Your answer consists of the lines in the data that contain "Avenue". Copy each of them.
==== Exercise inputs
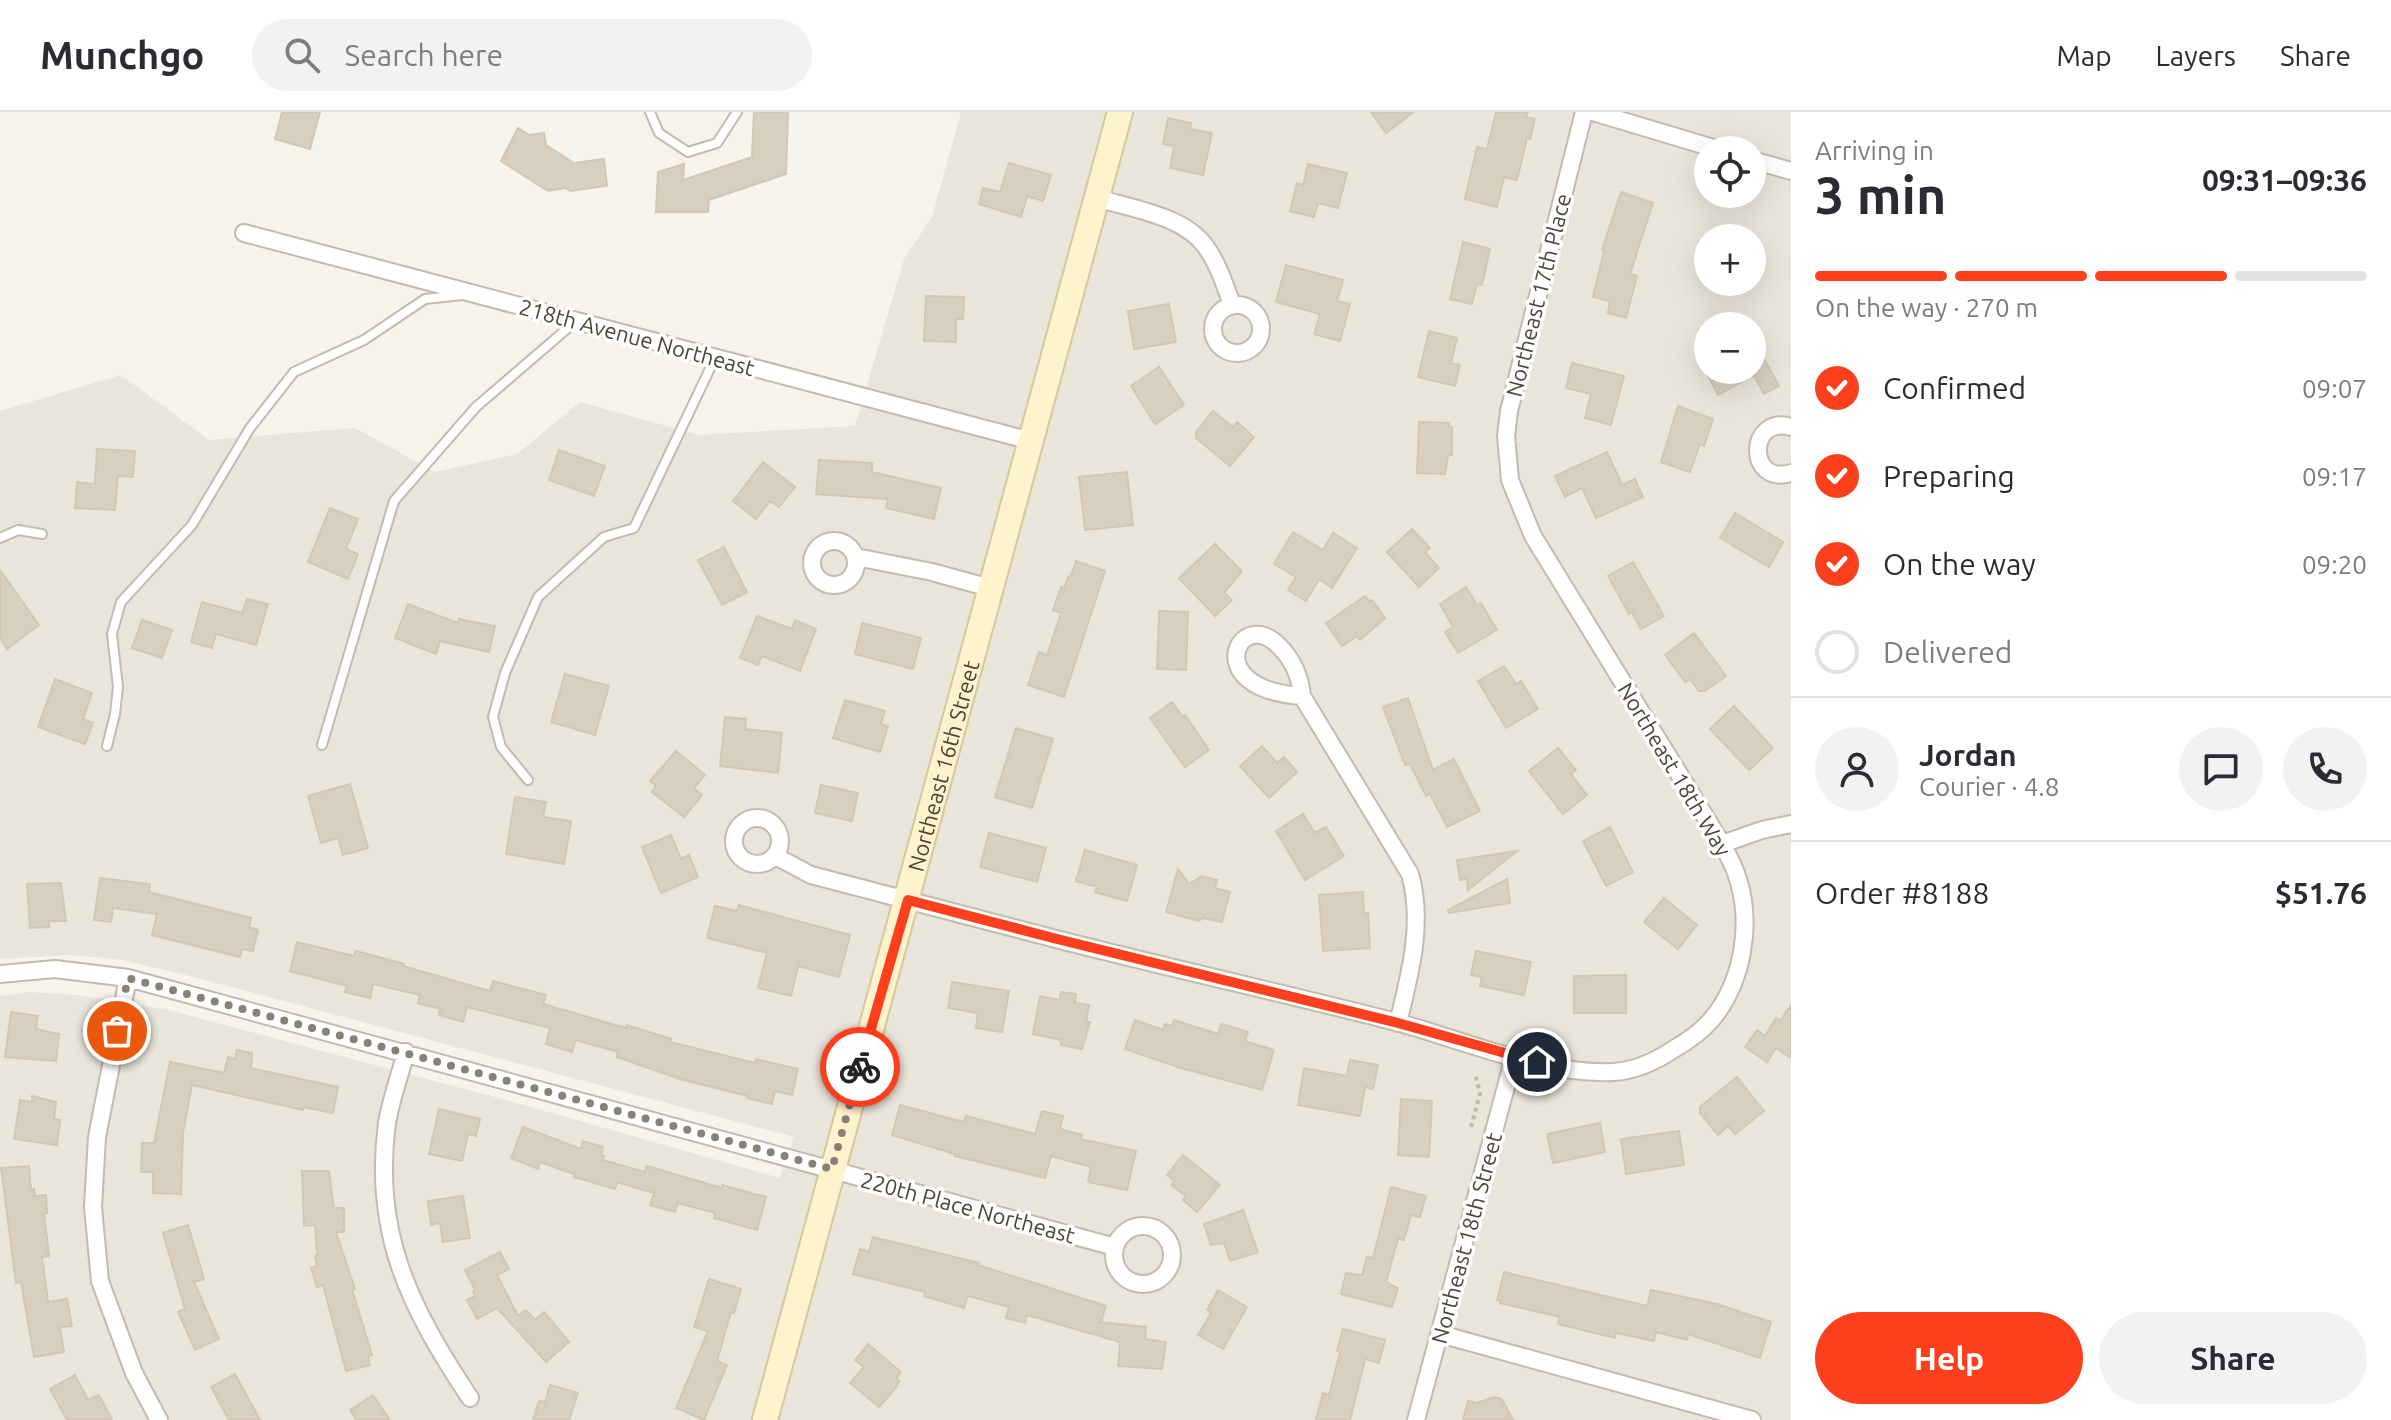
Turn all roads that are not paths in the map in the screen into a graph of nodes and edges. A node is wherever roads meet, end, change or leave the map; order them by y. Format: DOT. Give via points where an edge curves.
graph roads {
  1 [pos="650,112"];
  2 [pos="737,112"];
  3 [pos="1120,112"];
  4 [pos="1584,112"];
  5 [pos="1593,112"];
  6 [pos="1694,142"];
  7 [pos="1766,164"];
  8 [pos="1791,171"];
  9 [pos="1097,198"];
  10 [pos="244,233"];
  11 [pos="475,294"];
  12 [pos="1232,305"];
  13 [pos="576,320"];
  14 [pos="715,357"];
  15 [pos="1791,427"];
  16 [pos="1031,441"];
  17 [pos="1791,473"];
  18 [pos="1510,480"];
  19 [pos="42,534"];
  20 [pos="0,538"];
  21 [pos="856,557"];
  22 [pos="990,588"];
  23 [pos="1302,696"];
  24 [pos="322,745"];
  25 [pos="107,746"];
  26 [pos="528,780"];
  27 [pos="1791,824"];
  28 [pos="1722,844"];
  29 [pos="775,856"];
  30 [pos="908,900"];
  31 [pos="0,974"];
  32 [pos="128,978"];
  33 [pos="1398,1023"];
  34 [pos="406,1052"];
  35 [pos="1514,1057"];
  36 [pos="832,1169"];
  37 [pos="1115,1247"];
  38 [pos="1440,1334"];
  39 [pos="470,1398"];
  40 [pos="159,1420"];
  41 [pos="765,1420"];
  42 [pos="1416,1420"];
  43 [pos="1752,1420"];
  1 -- 2 [label="lane" via="659,133 688,152 717,143"];
  3 -- 9 [label="street, Northeast 16th Street"];
  4 -- 18 [label="street, Northeast 17th Place" via="1509,411"];
  5 -- 6 [label="street"];
  7 -- 8 [label="street"];
  9 -- 12 [label="street" via="1195,234 1222,276"];
  9 -- 16 [label="street, Northeast 16th Street"];
  10 -- 11 [label="street, 218th Avenue Northeast"];
  11 -- 13 [label="street, 218th Avenue Northeast"];
  11 -- 25 [label="lane" via="425,299 364,340 294,372 250,428 192,525 121,602 112,634 118,687"];
  13 -- 14 [label="street, 218th Avenue Northeast"];
  13 -- 24 [label="lane" via="476,407 394,501"];
  14 -- 16 [label="street, 218th Avenue Northeast"];
  14 -- 26 [label="lane" via="634,528 604,537 538,597 505,673 493,717 501,747"];
  15 -- 17 [label="street" via="1768,429 1757,451 1770,472"];
  16 -- 22 [label="street, Northeast 16th Street"];
  18 -- 28 [label="street, Northeast 18th Way" via="1533,536"];
  19 -- 20 [label="lane" via="18,530"];
  21 -- 22 [label="street"];
  22 -- 30 [label="street, Northeast 16th Street"];
  23 -- 23 [label="street" via="1293,662 1271,637 1255,634 1241,642 1235,656 1246,677 1274,692"];
  23 -- 33 [label="street" via="1403,862 1415,892 1413,950"];
  27 -- 28 [label="street"];
  28 -- 35 [label="street, Northeast 18th Way" via="1737,876 1744,937 1727,996 1711,1019 1666,1055 1636,1068 1586,1072"];
  29 -- 30 [label="street, Northeast 18th Way" via="811,875"];
  30 -- 33 [label="street, Northeast 18th Way"];
  30 -- 36 [label="street, Northeast 16th Street"];
  31 -- 32 [label="street, 220th Place Northeast" via="55,969"];
  32 -- 34 [label="street, 220th Place Northeast"];
  32 -- 40 [label="street" via="97,1137 93,1207 100,1281 134,1373"];
  33 -- 35 [label="street, Northeast 18th Way"];
  34 -- 36 [label="street, 220th Place Northeast"];
  34 -- 39 [label="street" via="388,1120 385,1203 406,1283 432,1340"];
  35 -- 38 [label="street, Northeast 18th Street"];
  36 -- 37 [label="street, 220th Place Northeast"];
  36 -- 41 [label="street, Northeast 16th Street"];
  38 -- 42 [label="street, Northeast 18th Street"];
  38 -- 43 [label="street"];
}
========
*Written response*:
  10 -- 11 [label="street, 218th Avenue Northeast"];
  11 -- 13 [label="street, 218th Avenue Northeast"];
  13 -- 14 [label="street, 218th Avenue Northeast"];
  14 -- 16 [label="street, 218th Avenue Northeast"];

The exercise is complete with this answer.